- **Exercise material**:
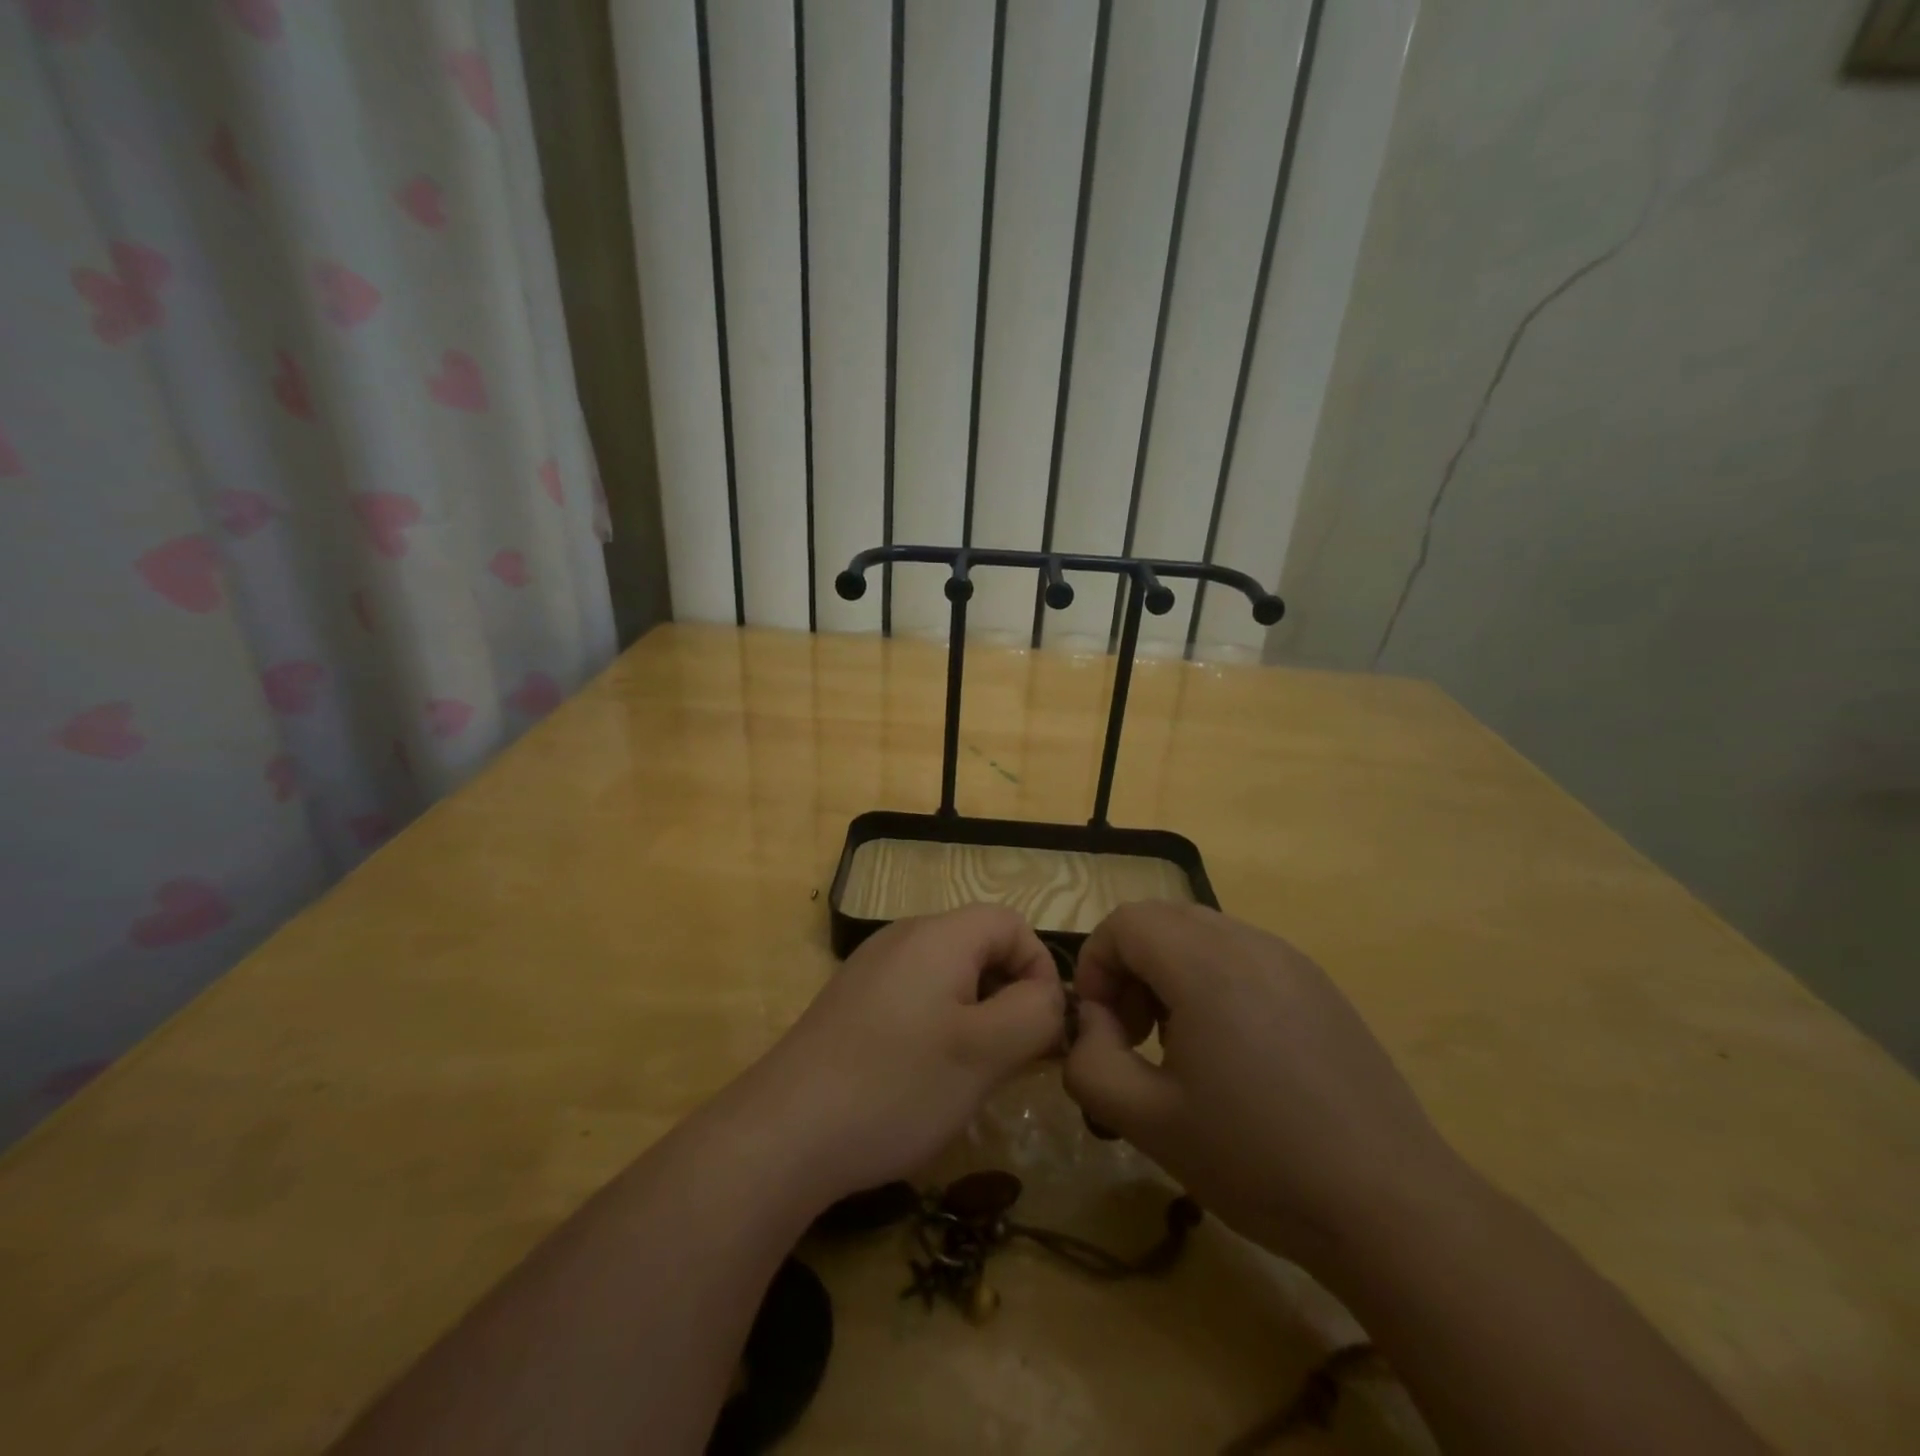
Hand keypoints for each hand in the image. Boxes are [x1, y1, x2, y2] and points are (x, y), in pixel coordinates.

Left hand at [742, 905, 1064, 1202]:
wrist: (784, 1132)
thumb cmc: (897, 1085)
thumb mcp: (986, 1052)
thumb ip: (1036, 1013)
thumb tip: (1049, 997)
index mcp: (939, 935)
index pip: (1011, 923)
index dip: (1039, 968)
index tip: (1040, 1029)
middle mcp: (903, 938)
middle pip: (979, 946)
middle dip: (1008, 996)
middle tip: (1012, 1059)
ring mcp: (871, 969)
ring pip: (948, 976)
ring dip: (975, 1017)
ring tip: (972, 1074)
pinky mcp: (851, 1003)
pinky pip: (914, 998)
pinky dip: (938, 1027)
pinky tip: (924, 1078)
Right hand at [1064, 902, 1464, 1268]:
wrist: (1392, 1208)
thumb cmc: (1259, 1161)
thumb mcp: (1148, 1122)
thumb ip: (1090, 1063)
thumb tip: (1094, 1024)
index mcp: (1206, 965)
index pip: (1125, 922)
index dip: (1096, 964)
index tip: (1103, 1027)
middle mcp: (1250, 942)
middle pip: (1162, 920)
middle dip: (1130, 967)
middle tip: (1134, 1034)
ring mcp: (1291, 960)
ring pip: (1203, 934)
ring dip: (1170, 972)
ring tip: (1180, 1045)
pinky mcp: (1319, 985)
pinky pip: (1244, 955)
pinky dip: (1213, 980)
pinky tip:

- **Activity**: Look above for the line with "thumb ip: (1036, 1013)", then copy it and each later line exactly, stopping at the last line of the records.

- **Response to the task**:
thumb ip: (1036, 1013)
thumb tip: (1049, 997)
index mcp: (939, 935)
index pip: (1011, 923)
index dip: (1039, 968)
index tip: (1040, 1029)
middle mcp: (903, 938)
middle pip: (979, 946)
middle dip: (1008, 996)
middle tip: (1012, 1059)
ring mcp: (871, 969)
ring pip: (948, 976)
ring dip: (975, 1017)
ring tip: (972, 1074)
pinky mcp: (851, 1003)
pinky pip: (914, 998)
pinky dip: (938, 1027)
pinky tip: (924, 1078)
Right hand at [1064, 902, 1464, 1268]:
wrist: (1392, 1208)
thumb cmc: (1259, 1161)
thumb mcp: (1148, 1122)
thumb ip: (1090, 1063)
thumb tip: (1094, 1024)
index mcp: (1206, 965)
index pip: (1125, 922)
index dip: (1096, 964)
index tip: (1103, 1027)
middle mcp: (1250, 942)
middle pip: (1162, 920)
middle dip: (1130, 967)
middle tip: (1134, 1034)
ring mcp: (1291, 960)
ring pip: (1203, 934)
ring dip: (1170, 972)
ring tip: (1180, 1045)
pinky mcp: (1319, 985)
pinky pip: (1244, 955)
pinky dip: (1213, 980)
pinky tip:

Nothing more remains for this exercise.